The producer of this data could be a microservice cluster operating in a public cloud, an IoT device in someone's home, an industrial device running within a warehouse, an environmental monitor in a smart city installation, or anything in between. This presents a series of challenges that vary based on how much control you have over the device in question, how much you need to ensure the integrity of the information you receive, and the network topology between the producer and time series backend.
For many of these use cases the data needs to be sent from a remote network to time series backend, which involves exposing the time series backend directly to the public internet. These backends also typically do not support the access controls essential to support hundreds or thousands of discrete device connections resulting in coarsed grained credentials being shared across numerous producers. This in turn creates an opportunity for an exposed credential to allow a third-party to generate erroneous data that can not be easily removed from the aggregated results. Or possibly even worse: a privilege escalation.
To start, your time series backend is able to register itself as a service that some authorized subset of your Ockam nodes can connect to. Whether your backend is running on a public cloud provider or on a private network in a warehouse, successfully authenticated producer nodes will be able to establish a connection direct to your backend without exposing any ports directly to the public internet.

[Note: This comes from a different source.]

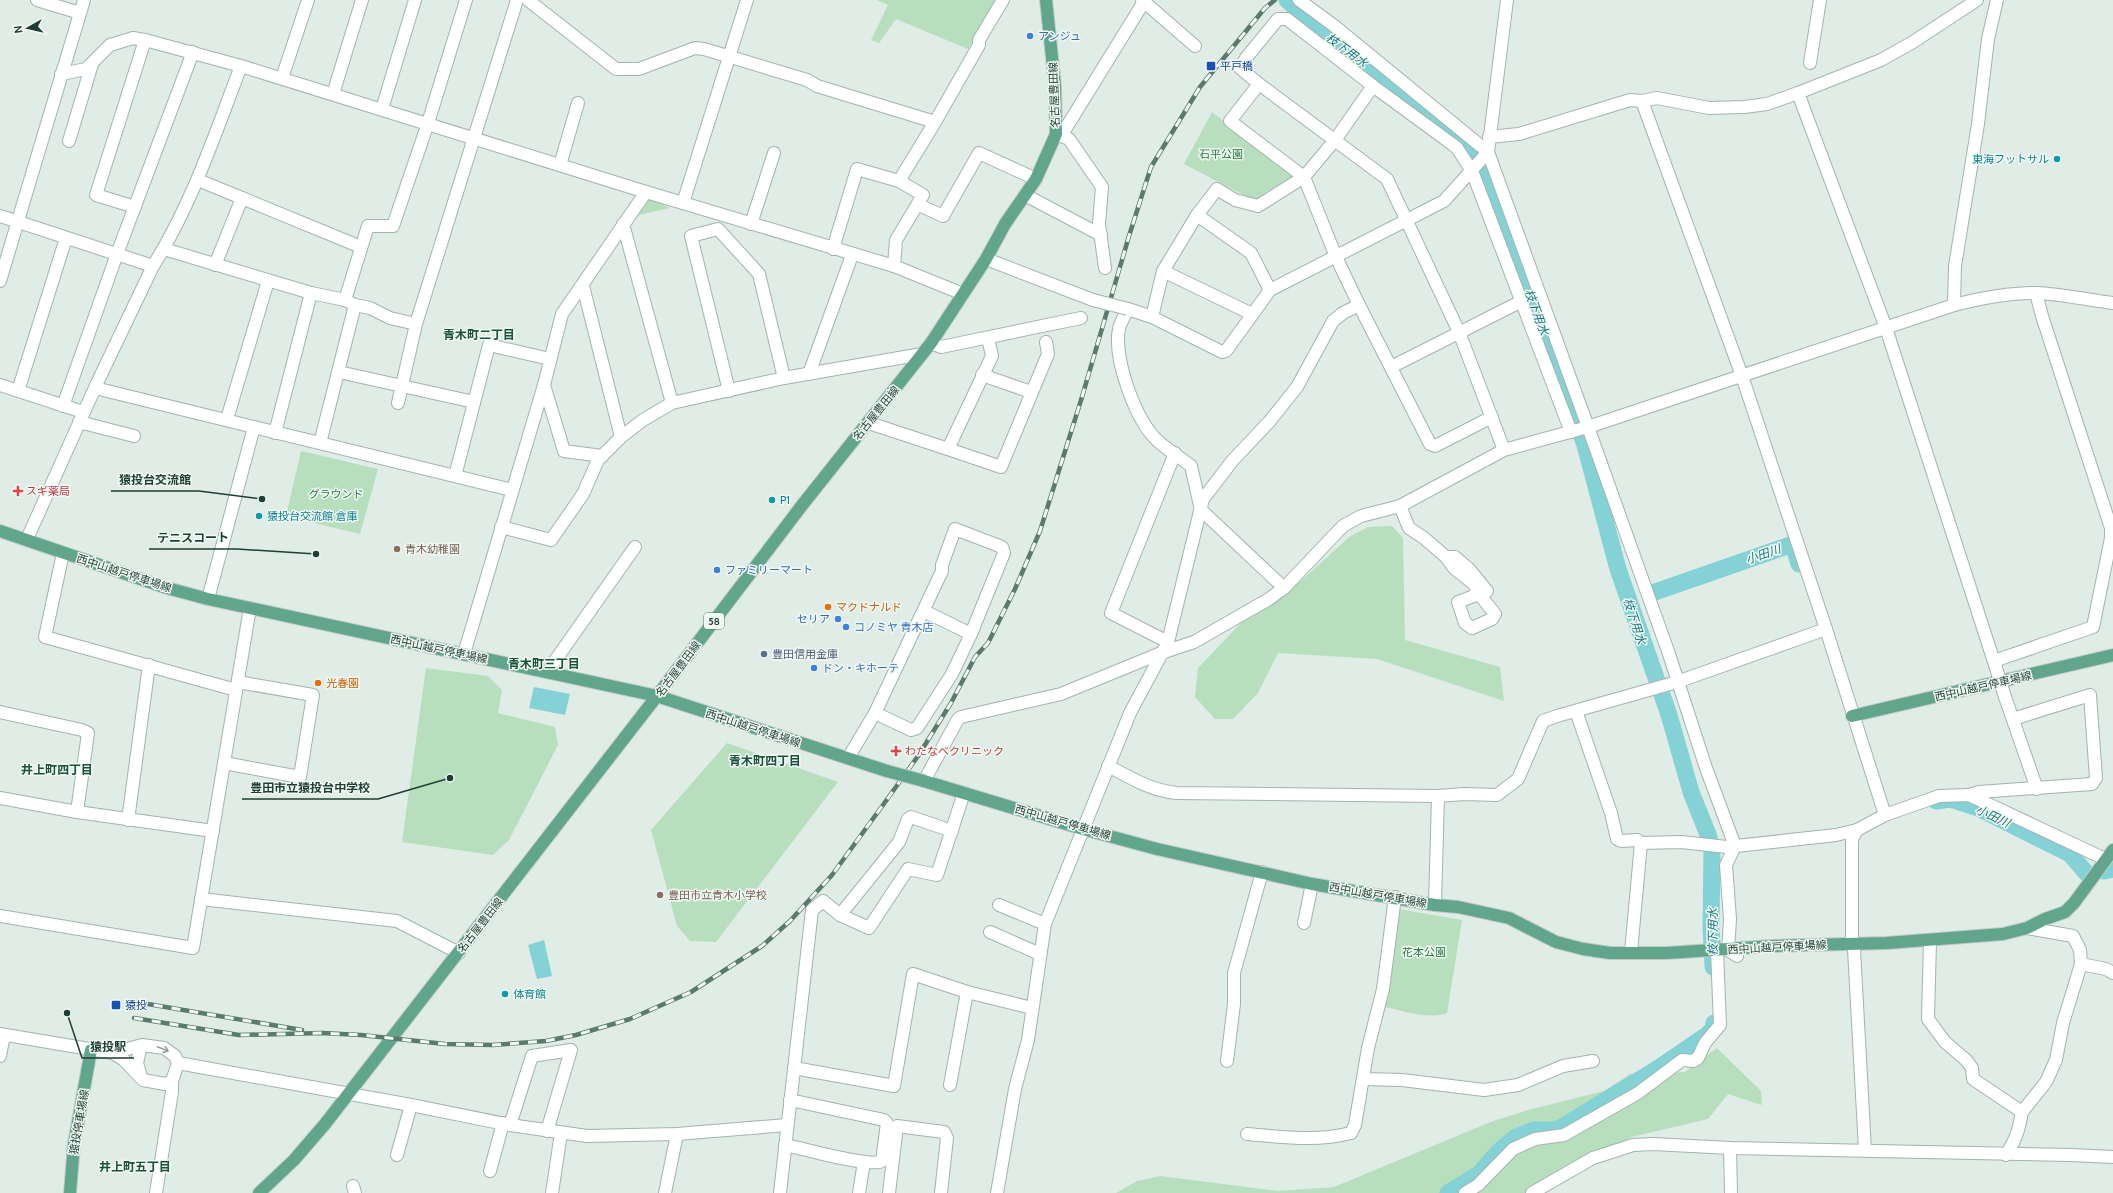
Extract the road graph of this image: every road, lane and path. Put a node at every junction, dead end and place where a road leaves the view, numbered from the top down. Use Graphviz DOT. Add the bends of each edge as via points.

Ockam's enrollment protocol means that each producer can be registered separately as a unique node. Each producer node is then able to setup an end-to-end encrypted and authenticated channel to your time series backend. Given no ports on the backend were opened to the public internet, these secure channels are the only way to connect remotely to the backend.
These connections are established and authenticated on-demand and, for supported backends, short-lived credentials are generated for the connecting node. This ensures that not only is each node, and the data it generates, uniquely identifiable but any risk of an exposed credential is mitigated based on the session length of the generated token.